The Louisville-based company offered financial projections as part of the underwriting process on a $12 million federal Housing and Urban Development loan guarantee, one of several pieces of public financing that 21c and the city are trying to pull together.

Public-backed financing is anticipated for most of the $55 million project, so it’s important to the city as well as to 21c that the projections pan out. 21c plans to convert long-vacant Old City Hall to gallery, office and event space and build 149 rooms and a parking garage on an adjoining parking lot.

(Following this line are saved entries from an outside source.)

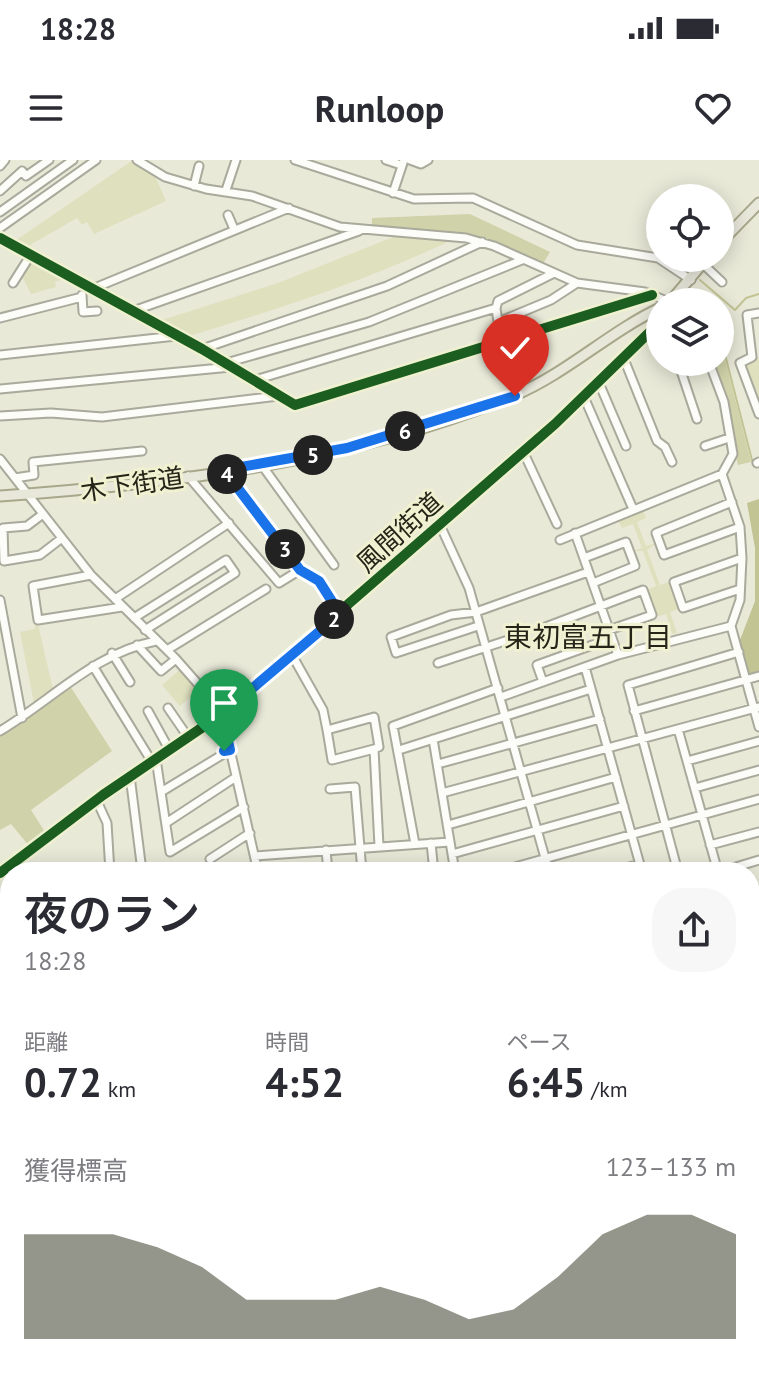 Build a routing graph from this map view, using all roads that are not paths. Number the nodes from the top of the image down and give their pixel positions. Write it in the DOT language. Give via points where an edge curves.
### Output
graph roads {
  1 [pos="5,160"];
  2 [pos="49,160"];
  3 [pos="73,160"];
  4 [pos="96,160"];
  5 [pos="137,160"];
  6 [pos="236,160"];
  7 [pos="295,160"];
  8 [pos="386,160"];
  9 [pos="428,160"];
  10 [pos="405,162"];
  11 [pos="314,163"];
  12 [pos="0,166"];
  13 [pos="199,166"];
  14 [pos="194,186"];
  15 [pos="226,190"];
  16 [pos="0,191"];
  17 [pos="393,193"];
  18 [pos="759,203"];
  19 [pos="289,208"];
  20 [pos="0,212"];
  21 [pos="228,215"];
  22 [pos="0,228"];
  23 [pos="234,229"];
  24 [pos="361,229"];
  25 [pos="734,229"];
  26 [pos="0,238"];
  27 [pos="482,242"];
  28 [pos="30,256"];
  29 [pos="522,260"];
  30 [pos="697,272"];
  31 [pos="714,272"];
  32 [pos="552,274"];
  33 [pos="691,280"];
  34 [pos="722,282"];
  35 [pos="13,283"];
  36 [pos="577,283"];
  37 [pos="88,287"];
  38 [pos="685,288"];
  39 [pos="646,294"];
  40 [pos="82,297"];
  41 [pos="646,297"];
  42 [pos="496,308"];
  43 [pos="97,311"];
  44 [pos="133,311"];
  45 [pos="759,313"];
  46 [pos="646,316"];
  47 [pos="0,318"];
  48 [pos="178,335"];
  49 [pos="646,336"];
  50 [pos="202,349"];
  51 [pos="0,355"];
  52 [pos="624,359"];
  53 [pos="230,365"];
  54 [pos="683,376"];
  55 [pos="714,376"];
  56 [pos="255,380"];
  57 [pos="599,383"];
  58 [pos="0,389"];
  59 [pos="278,396"];
  60 [pos="584,397"];
  61 [pos="759,414"];
  62 [pos="0,416"];
  63 [pos="697,419"];
  64 [pos="729,438"];
  65 [pos="626,446"];
  66 [pos="705,446"];
  67 [pos="142,451"];
  68 [pos="523,451"];
  69 [pos="0,459"];
  70 [pos="672,462"];
  71 [pos="261,464"];
  72 [pos="224,470"];
  73 [pos="722,474"];
  74 [pos="188,476"];
  75 [pos="15,478"];
  76 [pos="28,494"];
  77 [pos="0,496"];
  78 [pos="732,502"];
  79 [pos="633,509"];
  80 [pos="43,514"];
  81 [pos="229,523"];
  82 [pos="557,524"];
  83 [pos="440,525"];
  84 [pos="740,527"];
  85 [pos="575,533"];
  86 [pos="62,538"];
  87 [pos="560,540"];
  88 [pos="584,558"];
  89 [pos="742,558"];
  90 [pos="334,565"];
  91 [pos="300,570"];
  92 [pos="588,572"];
  93 [pos="91,575"];
  94 [pos="593,583"];
  95 [pos="266,589"];
  96 [pos="740,589"];
  97 [pos="115,599"];
  98 [pos="0,600"];
  99 [pos="600,606"];
  100 [pos="122,607"];
  101 [pos="476,612"];
  102 [pos="340,614"];
  103 [pos="134,618"];
  104 [pos="478,626"];
  105 [pos="731,626"];
  106 [pos="543,628"];
  107 [pos="145,630"];
  108 [pos="610,634"];
  109 [pos="511,639"];
  110 [pos="156,641"];
  111 [pos="137,645"];
  112 [pos="485,647"];
  113 [pos="167,650"];
  114 [pos="739,652"];
  115 [pos="112,653"];
  116 [pos="292,655"];
  117 [pos="618,655"];
  118 [pos="176,659"];
  119 [pos="438,663"];
  120 [pos="93,666"];
  121 [pos="585,667"];
  122 [pos="134,668"];
  123 [pos="124,673"];
  124 [pos="759,676"];
  125 [pos="746,680"];
  126 [pos="130,682"];
  127 [pos="543,682"];
  128 [pos="498,688"];
  129 [pos="591,689"];
  130 [pos="501,697"];
  131 [pos="756,707"];
  132 [pos="168,708"];
  133 [pos="148,711"];
  134 [pos="634,711"];
  135 [pos="222,714"];
  136 [pos="506,715"];
  137 [pos="22,718"];
  138 [pos="600,719"];
  139 [pos="759,727"];
  140 [pos="678,729"];
  141 [pos="327,730"];
  142 [pos="0,731"];
  143 [pos="188,737"];
  144 [pos="433,739"];
  145 [pos="642,739"];
  146 [pos="759,741"];
  147 [pos="514,743"];
  148 [pos="608,748"];
  149 [pos="374,749"];
  150 [pos="230,750"];
  151 [pos="399,750"];
  152 [pos="170,751"];
  153 [pos="154,761"];
  154 [pos="687,761"];
  155 [pos="438,764"];
  156 [pos="759,770"];
  157 [pos="522,772"];
  158 [pos="130,776"];
  159 [pos="236,777"];
  160 [pos="616,777"];
  161 [pos="695,788"];
  162 [pos="330,789"];
  163 [pos="161,792"];
  164 [pos="442,793"];
  165 [pos="759,799"];
  166 [pos="97,801"];
  167 [pos="530,801"];
  168 [pos="624,806"];
  169 [pos="244,807"];
  170 [pos="702,815"];
  171 [pos="166,823"];
  172 [pos="448,825"];
  173 [pos="665,825"];
  174 [pos="538,830"];
  175 [pos="759,832"];
  176 [pos="250,833"];
  177 [pos="632,834"];
  178 [pos="450,842"];
  179 [pos="431,843"];
  180 [pos="415,844"];
  181 [pos="710,845"];
  182 [pos="379,846"];
  183 [pos="359,848"];
  184 [pos="326,850"];
  185 [pos="452,854"];
  186 [pos="255,856"];
  187 [pos="545,858"];
  188 [pos="210,859"];
  189 [pos="15,862"];
  190 [pos="109,862"];
  191 [pos="141,862"];
  192 [pos="256,862"];
  193 [pos="327,862"];
  194 [pos="361,862"];
  195 [pos="433,862"];
  196 [pos="453,862"];
  197 [pos="531,862"];
  198 [pos="546,862"];
  199 [pos="639,862"];
  200 [pos="675,862"];
  201 [pos="716,862"];
  1 -- 12 [label="street"];
  2 -- 16 [label="street" via="26,176 22,171"];
  3 -- 20 [label="street"];
  4 -- 22 [label="street"];
  5 -- 14 [label="street"];
  6 -- 15 [label="street"];
  7 -- 11 [label="street"];
  8 -- 10 [label="street"];
  9 -- 10 [label="street"];
  10 -- 17 [label="street"];
  11 -- 17 [label="street"];
  13 -- 14 [label="street"];
  14 -- 15 [label="street"];
  15 -- 19 [label="street"];
  17 -- 33 [label="street" via="414,199 473,198 577,245 658,258"];
  18 -- 25 [label="main road"];
  19 -- 23 [label="street"];
  19 -- 24 [label="street"];
  21 -- 23 [label="street"];
  23 -- 37 [label="street"];
  24 -- 27 [label="street"];
  24 -- 44 [label="street"];
  26 -- 28 [label="street"];
  27 -- 29 [label="street"];
  27 -- 50 [label="street" via="387,286"];
  28 -- 35 [label="street"];
  28 -- 37 [label="street"];
  29 -- 32 [label="street"];
  29 -- 53 [label="street" via="369,322"];
  30 -- 33 [label="main road"];
  31 -- 34 [label="street"];
  32 -- 36 [label="street"];
  32 -- 42 [label="street" via="498,301"];
  33 -- 38 [label="main road"];
  36 -- 39 [label="street"];
  36 -- 42 [label="street" via="498,322"];
  37 -- 40 [label="street"];
  37 -- 44 [label="street"];
  40 -- 43 [label="street" via="83,312"];
  40 -- 47 [label="street"];
  41 -- 59 [label="street" via="295,405"];
  42 -- 56 [label="street"];
  44 -- 48 [label="street"];
  45 -- 61 [label="street" via="747,315 752,357 740,363"];
  46 -- 71 [label="main road, 木下街道" via="515,396 347,448"];
  48 -- 50 [label="street"];
  48 -- 51 [label="street"];
  49 -- 52 [label="street, 風間街道"];
  50 -- 53 [label="street"];
  52 -- 57 [label="street, 風間街道"];
  52 -- 70 [label="street" via="657,441"];
  53 -- 56 [label="street"];
  53 -- 58 [label="street"];
  54 -- 63 [label="street"];
  55 -- 64 [label="street"];
  56 -- 59 [label="street"];
  57 -- 60 [label="street, 風間街道"];
  57 -- 65 [label="street"];
  59 -- 62 [label="street" via="102,417"];
  60 -- 68 [label="street, 風間街道"];
  60 -- 79 [label="street"];
  64 -- 66 [label="street"];
  64 -- 73 [label="street" via="733,454"];
  67 -- 75 [label="street" via="33,462 34,475"];
  68 -- 82 [label="street"];
  68 -- 83 [label="street, 風間街道"];
  69 -- 75 [label="street"];
  71 -- 72 [label="main road, 木下街道"];
  71 -- 90 [label="street"];
  72 -- 74 [label="main road, 木下街道"];
  72 -- 91 [label="street"];
  73 -- 78 [label="street"];
  73 -- 79 [label="street"];
  74 -- 76 [label="main road, 木下街道"];
  74 -- 81 [label="street"];
  75 -- 76 [label="street"];
  76 -- 77 [label="main road, 木下街道"];
  76 -- 80 [label="street"];
  78 -- 84 [label="street"];
  78 -- 84 [label="street" via="656,533 664,555"];
  79 -- 85 [label="street"];
  80 -- 86 [label="street"];
  80 -- 86 [label="street" via="27,526 3,528 4,561 40,555"];
  81 -- 91 [label="street" via="279,583"];
  81 -- 97 [label="street"];
  83 -- 101 [label="street"];
  83 -- 102 [label="street, 風間街道"];
  84 -- 89 [label="street"];
  85 -- 87 [label="street"];
  85 -- 88 [label="street"];
  86 -- 93 [label="street"];
  88 -- 92 [label="street"];
  88 -- 94 [label="street" via="626,542 635,566"];
  89 -- 96 [label="street"];
  89 -- 96 [label="street" via="674,582 683,608"];
  91 -- 102 [label="street" via="319,581"];
  92 -- 94 [label="street"];
  92 -- 101 [label="street"];
  93 -- 97 [label="street"];
  93 -- 100 [label="street" via="33,586 38,620"];
  94 -- 99 [label="street"];
  95 -- 113 [label="street"];
  96 -- 105 [label="street"];
  97 -- 100 [label="street"];
  98 -- 137 [label="street"];
  99 -- 106 [label="street"];
  99 -- 108 [label="street"];
  99 -- 108 [label="street" via="643,590 652,615"];
  100 -- 103 [label="street"];
  101 -- 104 [label="street"];
  101 -- 104 [label="street" via="451,615 391,637 396,653"];
  102 -- 116 [label="street, 風間街道"];
  103 -- 107 [label="street"];
  103 -- 107 [label="street" via="226,560 235,573"];
  104 -- 112 [label="street"];
  105 -- 114 [label="street"];
  105 -- 117 [label="street"];
  107 -- 110 [label="street"];
  108 -- 117 [label="street"];
  108 -- 127 [label="street" via="537,665"];
  109 -- 112 [label="street"];
  110 -- 111 [label="street"];
  110 -- 113 [label="street"];
  111 -- 115 [label="street"];
  111 -- 118 [label="street" via="161,671"];
  112 -- 119 [label="street"];
  112 -- 128 [label="street"];
  113 -- 118 [label="street"];
  114 -- 125 [label="street"];
  114 -- 134 [label="street" via="628,685"];
  115 -- 120 [label="street"];
  115 -- 123 [label="street"];
  116 -- 135 [label="street, 風間街道"];
  116 -- 141 [label="street" via="323,710"];
  117 -- 121 [label="street"];
  118 -- 135 [label="street"];
  120 -- 137 [label="street"];
  120 -- 153 [label="street"];
  121 -- 127 [label="street"];
  121 -- 129 [label="street"];
  122 -- 123 [label="street"];
  123 -- 126 [label="street"];
  124 -- 125 [label="street"];
  125 -- 131 [label="street"];
  125 -- 134 [label="street"];
  127 -- 130 [label="street"];
  128 -- 130 [label="street"];
  128 -- 151 [label="street" via="393,726"];
  129 -- 136 [label="street"];
  129 -- 138 [label="street"];
  130 -- 136 [label="street"];
  131 -- 139 [label="street"];
  131 -- 140 [label="street"];
  132 -- 143 [label="street"];
  133 -- 152 [label="street"];
  134 -- 145 [label="street"];
  135 -- 143 [label="street, 風間街道"];
  135 -- 150 [label="street"];
  136 -- 144 [label="street"];
  136 -- 147 [label="street"];
  137 -- 142 [label="street"];
  138 -- 147 [label="street"];
  138 -- 148 [label="street"];
  140 -- 145 [label="street"];
  140 -- 154 [label="street"];
  141 -- 149 [label="street" via="332,760"];
  141 -- 149 [label="street" via="374,717 379,747"];
  143 -- 152 [label="street, 風間街道"];
  144 -- 151 [label="street"];
  144 -- 155 [label="street"];
  145 -- 148 [label="street"];
  145 -- 173 [label="street"];
  146 -- 154 [label="street"];
  147 -- 155 [label="street"];
  147 -- 157 [label="street"];
  148 -- 157 [label="street"];
  148 -- 160 [label="street"];
  149 -- 182 [label="street"];
  150 -- 159 [label="street"];
  150 -- 163 [label="street"];
  151 -- 180 [label="street"];
  152 -- 153 [label="street, 風間街道"];
  153 -- 158 [label="street, 風間街道"];
  153 -- 163 [label="street"];
  154 -- 161 [label="street"];
  155 -- 164 [label="street"];
  156 -- 161 [label="street"];
  157 -- 164 [label="street"];
  157 -- 167 [label="street"];
  158 -- 166 [label="street, 風間街道"];
  158 -- 191 [label="street"];
  159 -- 169 [label="street"];
  159 -- 171 [label="street"];
  160 -- 167 [label="street"];
  160 -- 168 [label="street"];
  161 -- 170 [label="street"];
  162 -- 183 [label="street" via="355,787"];
  163 -- 171 [label="street"];
  164 -- 172 [label="street"];
  165 -- 170 [label="street"];
  166 -- 189 [label="street, 風間街道"];
  166 -- 190 [label="street" via="107,823"];
  167 -- 172 [label="street"];
  167 -- 174 [label="street"];
  168 -- 174 [label="street"];
  168 -- 177 [label="street"];
  169 -- 171 [label="street" via="170,852"];
  169 -- 176 [label="street"];
  170 -- 173 [label="street"];
  170 -- 181 [label="street"];
  172 -- 178 [label="street"];
  173 -- 177 [label="street"];
  173 -- 200 [label="street"];
  174 -- 185 [label="street"];
  174 -- 187 [label="street"];
  175 -- 181 [label="street"];
  176 -- 186 [label="street"];
  176 -- 188 [label="street"];
  177 -- 187 [label="street"];
  177 -- 199 [label="street"];
  178 -- 179 [label="street"];
  178 -- 185 [label="street"];
  179 -- 180 [label="street"];
  179 -- 195 [label="street"];
  180 -- 182 [label="street"];
  181 -- 201 [label="street"];
  182 -- 183 [label="street"];
  183 -- 184 [label="street"];
  183 -- 194 [label="street"];
  184 -- 186 [label="street"];
  184 -- 193 [label="street"];
  185 -- 196 [label="street"];
  186 -- 192 [label="street"];
  187 -- 197 [label="street"];
  187 -- 198 [label="street"];
}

If successful, the hotel would serve as a pillar for the emerging “Market East” district, where Cummins is building a distribution headquarters and Flaherty & Collins has begun construction on a luxury apartment tower.

Greenberg Greenberg

“We think the demand for quality hotel rooms is strong and getting stronger,” 21c President Craig Greenberg said. “We think these projections are very realistic.”

Outside analysts say 21c’s projections are ambitious but plausible.

“Although the projections seem aggressive, the holding company’s group of hotels … continue to outperform the competition within their geographic market group,” loan underwriter Charles Kennedy of Cambridge Capital Management Corp. wrote in his report, released recently to the Metropolitan Development Commission.

21c expects to achieve an occupancy rate of 70 percent, similar to the rest of the market, by its third year of operation, according to the report. (Most hotel operations stabilize by the third year.)

With an average daily room rate at $250, revenue per available room—a key metric of hotel performance—would be $175.

That means 21c would perform almost 54 percent better than similar Indianapolis hotels, according to the report. The underwriter drew performance data from a sample that included The Alexander and The Conrad Indianapolis—two existing art-centric hotels—plus the Omni Severin and the Westin Indianapolis.

21c outperforms the competition in each market, but to varying degrees. In its hometown of Louisville, 21c is a runaway success. Conde Nast Traveler readers voted it the No. 1 hotel in the United States in 2009, just three years after opening. Revenue per available room is $209—73 percent above the local market, according to the underwriter’s report.

21c factboxExpanding to Cincinnati in November 2012, 21c was the first full-service hotel to open downtown since 1984. At $140, revenue per available room is better than in the whole market, but only by 36 percent.

Meanwhile, in Bentonville, Arkansas, where 21c opened in February 2013, revenue per available room is $136—72 percent better than market peers.

Despite those successes, the company as a whole operated at a loss in 2014, according to the underwriter’s report. The company swung from a gross operating profit of $316,000 in 2013 to an operating loss of $1.1 million as development fees declined and administrative, art and marketing expenses climbed. (The company will not charge a development fee on the Indianapolis project.)

21c faces almost no competition from high-end hotels in Cincinnati and Bentonville. Greenberg said he’s optimistic about Indianapolis, despite the competition, because the hotel will see business from several directions.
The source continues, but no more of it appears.